Cette avancée récente a permis de résoudre un problème pratique majeur dans l'étude de la maladie de Parkinson, à savoir, pouvoir analyser et étudier les lésions de patients vivants. Effectivement, alors que l'accès au cerveau n'est possible qu'après le décès des malades, le système nerveux entérique (intestinal), composé de plus de cent millions de neurones, présente l'avantage d'être accessible du vivant du patient. C'est ce système nerveux intestinal qui gère l'ensemble des fonctions motrices et sécrétrices du tube digestif.

Les chercheurs ont donc analysé de prélèvements (biopsies) du colon de 39 patients (dont 29 atteints de la maladie de Parkinson et 10 témoins).

Chez 21 des 29 patients parkinsoniens, ils ont mis en évidence des anomalies (dépôts anormaux de protéine) des neurones digestifs identiques à celles présentes dans le système nerveux central.

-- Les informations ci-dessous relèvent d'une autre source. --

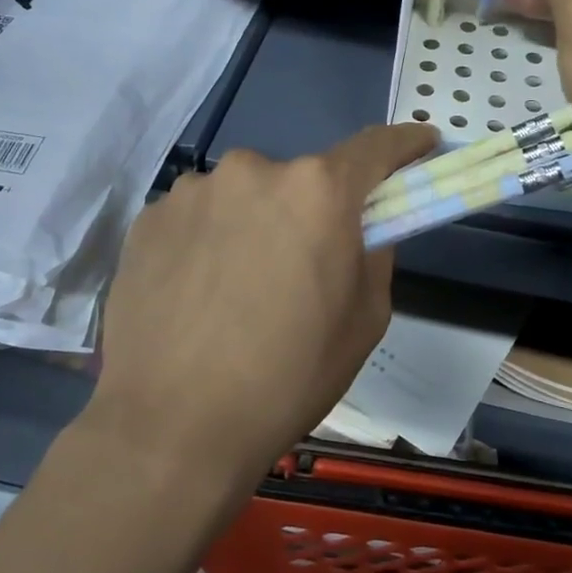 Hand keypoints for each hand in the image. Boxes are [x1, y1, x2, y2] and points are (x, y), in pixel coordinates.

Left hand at [87, 123, 436, 483]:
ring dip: (256, 224)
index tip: (423, 146)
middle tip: (305, 265)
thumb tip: (363, 227)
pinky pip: (199, 217)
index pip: (375, 146)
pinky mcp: (148, 219)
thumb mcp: (365, 321)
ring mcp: (193, 191)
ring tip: (240, 289)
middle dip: (314, 209)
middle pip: (302, 178)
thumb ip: (375, 254)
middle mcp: (253, 171)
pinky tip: (199, 294)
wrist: (171, 428)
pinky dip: (210, 241)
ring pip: (245, 196)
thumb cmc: (287, 377)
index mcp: (318, 191)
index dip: (406, 145) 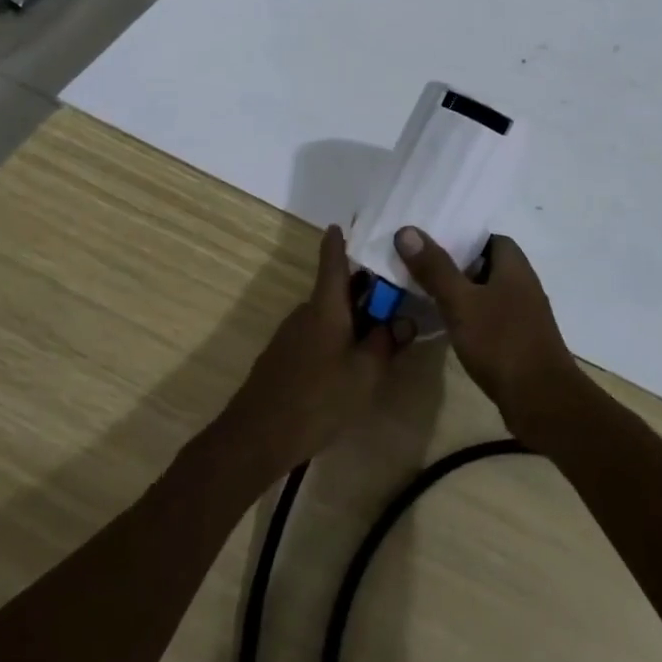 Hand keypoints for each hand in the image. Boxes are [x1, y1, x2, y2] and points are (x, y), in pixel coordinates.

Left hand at [220, 226, 411, 474]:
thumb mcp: (365, 372)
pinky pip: (317, 336)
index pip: (333, 262)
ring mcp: (291, 336)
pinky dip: (337, 337)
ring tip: (381, 332)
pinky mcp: (284, 359)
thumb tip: (405, 320)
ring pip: (328, 315)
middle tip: (395, 291)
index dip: (339, 242)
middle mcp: (306, 313)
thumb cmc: (318, 398)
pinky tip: (351, 363)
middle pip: (336, 290)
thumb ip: (387, 342)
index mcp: (325, 307)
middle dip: (363, 288)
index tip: (343, 224)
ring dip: (352, 317)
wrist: (257, 437)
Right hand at [392, 227, 577, 439]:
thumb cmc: (501, 342)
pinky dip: (471, 316)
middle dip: (455, 265)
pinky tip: (449, 326)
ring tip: (426, 294)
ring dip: (462, 292)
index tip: (430, 243)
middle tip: (420, 267)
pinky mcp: (519, 340)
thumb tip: (407, 230)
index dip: (461, 237)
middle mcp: (523, 284)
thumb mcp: (461, 303)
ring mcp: (523, 314)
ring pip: (487, 292)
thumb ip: (435, 268)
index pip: (488, 238)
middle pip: (486, 264)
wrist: (541, 400)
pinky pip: (491, 316)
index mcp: (514, 266) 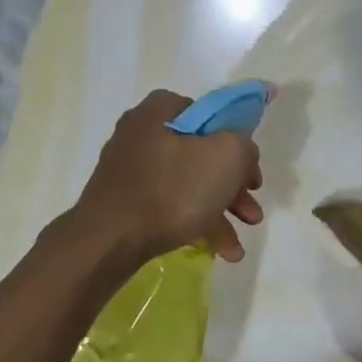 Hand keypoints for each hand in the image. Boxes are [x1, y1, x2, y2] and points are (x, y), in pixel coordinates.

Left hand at [72, 89, 264, 264]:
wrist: (110, 240)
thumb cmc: (173, 190)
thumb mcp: (227, 156)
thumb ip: (244, 144)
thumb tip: (240, 153)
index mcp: (161, 111)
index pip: (211, 115)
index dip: (237, 143)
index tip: (250, 174)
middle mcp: (141, 133)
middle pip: (202, 154)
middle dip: (233, 188)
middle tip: (251, 212)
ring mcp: (130, 169)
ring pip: (188, 184)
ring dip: (220, 212)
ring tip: (237, 246)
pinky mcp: (125, 201)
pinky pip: (169, 205)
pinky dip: (195, 223)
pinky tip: (219, 250)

Ils ont également pu établir un parallèle entre les lésions et les signes cliniques : l'importance des lésions étant corrélée à la sévérité du Parkinson.

Les résultats de cette étude montrent pour la première fois que l'analyse du système nerveux entérique est une vraie "fenêtre ouverte" sur cerveau, selon les chercheurs.

"L'avancement de la maladie pourrait ainsi être déterminé à partir de l'analyse de simples biopsies coliques effectuées à l'hôpital lors de coloscopies ou de recto-sigmoidoscopies" explique Pascal Derkinderen (Inserm/CHU de Nantes).